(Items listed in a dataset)
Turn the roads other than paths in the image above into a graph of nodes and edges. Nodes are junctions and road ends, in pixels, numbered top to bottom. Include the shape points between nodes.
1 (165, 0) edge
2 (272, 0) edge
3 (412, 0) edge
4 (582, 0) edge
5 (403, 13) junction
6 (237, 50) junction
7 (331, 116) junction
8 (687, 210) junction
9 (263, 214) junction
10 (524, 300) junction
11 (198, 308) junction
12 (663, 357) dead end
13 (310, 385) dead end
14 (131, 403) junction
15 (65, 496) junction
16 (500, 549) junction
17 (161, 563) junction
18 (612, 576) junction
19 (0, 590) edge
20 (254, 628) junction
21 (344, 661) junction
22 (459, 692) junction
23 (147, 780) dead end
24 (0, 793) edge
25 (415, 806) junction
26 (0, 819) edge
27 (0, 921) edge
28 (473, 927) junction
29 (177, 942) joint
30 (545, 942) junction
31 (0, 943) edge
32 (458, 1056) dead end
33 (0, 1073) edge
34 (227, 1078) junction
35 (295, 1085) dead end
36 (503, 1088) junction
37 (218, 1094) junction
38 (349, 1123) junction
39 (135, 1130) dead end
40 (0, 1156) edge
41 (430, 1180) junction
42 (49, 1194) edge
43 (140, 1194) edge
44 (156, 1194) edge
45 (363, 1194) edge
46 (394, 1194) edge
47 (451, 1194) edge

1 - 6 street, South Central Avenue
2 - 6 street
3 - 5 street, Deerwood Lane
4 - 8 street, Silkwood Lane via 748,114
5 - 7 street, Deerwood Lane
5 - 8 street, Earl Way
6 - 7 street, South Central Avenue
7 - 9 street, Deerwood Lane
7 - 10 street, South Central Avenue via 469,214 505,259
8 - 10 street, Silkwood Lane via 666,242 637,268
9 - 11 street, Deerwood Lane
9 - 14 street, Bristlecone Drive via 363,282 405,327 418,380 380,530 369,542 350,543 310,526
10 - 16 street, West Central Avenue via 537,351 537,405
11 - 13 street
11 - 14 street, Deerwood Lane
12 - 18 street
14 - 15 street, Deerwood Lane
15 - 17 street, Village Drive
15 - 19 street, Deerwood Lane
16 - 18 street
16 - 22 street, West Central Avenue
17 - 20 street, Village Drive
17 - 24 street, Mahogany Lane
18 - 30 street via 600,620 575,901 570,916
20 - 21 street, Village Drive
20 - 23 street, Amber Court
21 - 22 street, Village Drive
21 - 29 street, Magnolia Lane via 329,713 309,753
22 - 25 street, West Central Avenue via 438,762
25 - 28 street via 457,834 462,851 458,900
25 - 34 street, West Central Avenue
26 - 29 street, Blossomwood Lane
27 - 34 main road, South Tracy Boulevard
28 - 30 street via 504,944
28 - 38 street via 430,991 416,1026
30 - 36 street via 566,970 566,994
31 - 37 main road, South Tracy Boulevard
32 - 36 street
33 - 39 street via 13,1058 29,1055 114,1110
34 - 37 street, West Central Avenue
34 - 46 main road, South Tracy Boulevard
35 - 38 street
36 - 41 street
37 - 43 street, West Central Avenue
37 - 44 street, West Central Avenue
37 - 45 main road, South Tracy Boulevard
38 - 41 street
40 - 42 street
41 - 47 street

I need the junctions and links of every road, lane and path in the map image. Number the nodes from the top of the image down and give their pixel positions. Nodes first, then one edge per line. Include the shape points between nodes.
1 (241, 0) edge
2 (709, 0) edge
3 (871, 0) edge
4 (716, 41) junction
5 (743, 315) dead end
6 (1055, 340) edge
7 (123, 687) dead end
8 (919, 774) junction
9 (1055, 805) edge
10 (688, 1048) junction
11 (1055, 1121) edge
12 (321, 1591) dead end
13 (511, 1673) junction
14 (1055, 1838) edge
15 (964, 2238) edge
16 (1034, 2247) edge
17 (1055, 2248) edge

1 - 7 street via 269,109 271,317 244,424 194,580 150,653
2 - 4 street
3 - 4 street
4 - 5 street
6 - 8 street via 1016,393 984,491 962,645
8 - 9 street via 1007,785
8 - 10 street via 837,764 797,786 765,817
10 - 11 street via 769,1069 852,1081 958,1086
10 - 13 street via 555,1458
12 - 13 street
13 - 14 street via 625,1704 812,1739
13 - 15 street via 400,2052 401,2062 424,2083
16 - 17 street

▸ WORK TO BE COMPLETED
Would you please copy every line of the data exactly?

▸ WRITTEN RESPONSE
Turn the roads other than paths in the image above into a graph of nodes and edges. Nodes are junctions and road ends, in pixels, numbered top to bottom. Include the shape points between nodes.
1 (165, 0) edge
2 (272, 0) edge
3 (412, 0) edge
4 (582, 0) edge
5 (403, 13) junction
6 (237, 50) junction
7 (331, 116) junction
8 (687, 210) junction
9 (263, 214) junction
10 (524, 300) junction
11 (198, 308) junction
12 (663, 357) dead end
13 (310, 385) dead end
14 (131, 403) junction
15 (65, 496) junction
16 (500, 549) junction
17 (161, 563) junction
18 (612, 576) junction
19 (0, 590) edge
20 (254, 628) junction
21 (344, 661) junction
22 (459, 692) junction
23 (147, 780) dead end
24 (0, 793) edge
25 (415, 806) junction
26 (0, 819) edge
27 (0, 921) edge
28 (473, 927) junction
29 (177, 942) joint
30 (545, 942) junction
31 (0, 943) edge
32 (458, 1056) dead end
33 (0, 1073) edge
34 (227, 1078) junction
35 (295, 1085) dead end
36 (503, 1088) junction
37 (218, 1094) junction
38 (349, 1123) junction
39 (135, 1130) dead end
40 (0, 1156) edge
41 (430, 1180) junction
42 (49, 1194) edge
43 (140, 1194) edge
44 (156, 1194) edge
45 (363, 1194) edge
46 (394, 1194) edge
47 (451, 1194) edge

1 - 6 street, South Central Avenue
2 - 6 street
3 - 5 street, Deerwood Lane
4 - 8 street, Silkwood Lane via 748,114
5 - 7 street, Deerwood Lane
5 - 8 street, Earl Way
6 - 7 street, South Central Avenue
7 - 9 street, Deerwood Lane
7 - 10 street, South Central Avenue via 469,214 505,259
8 - 10 street, Silkwood Lane via 666,242 637,268
9 - 11 street, Deerwood Lane
9 - 14 street, Bristlecone Drive via 363,282 405,327 418,380 380,530 369,542 350,543 310,526
10 - 16 street, West Central Avenue via 537,351 537,405
11 - 13 street
11 - 14 street, Deerwood Lane
12 - 18 street
14 - 15 street, Deerwood Lane
15 - 17 street, Village Drive
15 - 19 street, Deerwood Lane
16 - 18 street
16 - 22 street, West Central Avenue
17 - 20 street, Village Drive
17 - 24 street, Mahogany Lane
18 - 30 street via 600,620 575,901 570,916
20 - 21 street, Village Drive
20 - 23 street, Amber Court
21 - 22 street, Village Drive
21 - 29 street, Magnolia Lane via 329,713 309,753
22 - 25 street, West Central Avenue via 438,762
25 - 28 street via 457,834 462,851 458,900
25 - 34 street, West Central Avenue
26 - 29 street, Blossomwood Lane
27 - 34 main road, South Tracy Boulevard
28 - 30 street via 504,944
28 - 38 street via 430,991 416,1026
30 - 36 street via 566,970 566,994
31 - 37 main road, South Tracy Boulevard
32 - 36 street
33 - 39 street via 13,1058 29,1055 114,1110
34 - 37 street, West Central Avenue
34 - 46 main road, South Tracy Boulevard
35 - 38 street
36 - 41 street
37 - 43 street, West Central Avenue
37 - 44 street, West Central Avenue
37 - 45 main road, South Tracy Boulevard
38 - 41 street
40 - 42 street
41 - 47 street

I need the junctions and links of every road, lane and path in the map image. Number the nodes from the top of the image down and give their pixel positions. Nodes first, then one edge per line. Include the shape points between nodes.
1 (241, 0) edge
2 (709, 0) edge
3 (871, 0) edge
4 (716, 41) junction
5 (743, 315) dead end
6 (1055, 340) edge
7 (123, 687) dead end
8 (919, 774) junction
9 (1055, 805) edge
10 (688, 1048) junction
11 (1055, 1121) edge
12 (321, 1591) dead end
13 (511, 1673) junction
14 (1055, 1838) edge
15 (964, 2238) edge
16 (1034, 2247) edge
17 (1055, 2248) edge

1 - 7 street via 269,109 271,317 244,424 194,580 150,653
2 - 4 street
3 - 4 street
4 - 5 street
6 - 8 street via 1016,393 984,491 962,645
8 - 9 street via 1007,785
8 - 10 street via 837,764 797,786 765,817
10 - 11 street via 769,1069 852,1081 958,1086
10 - 13 street via 555,1458
12 - 13 street
13 - 14 street via 625,1704 812,1739
13 - 15 street via 400,2052 401,2062 424,2083
16 - 17 street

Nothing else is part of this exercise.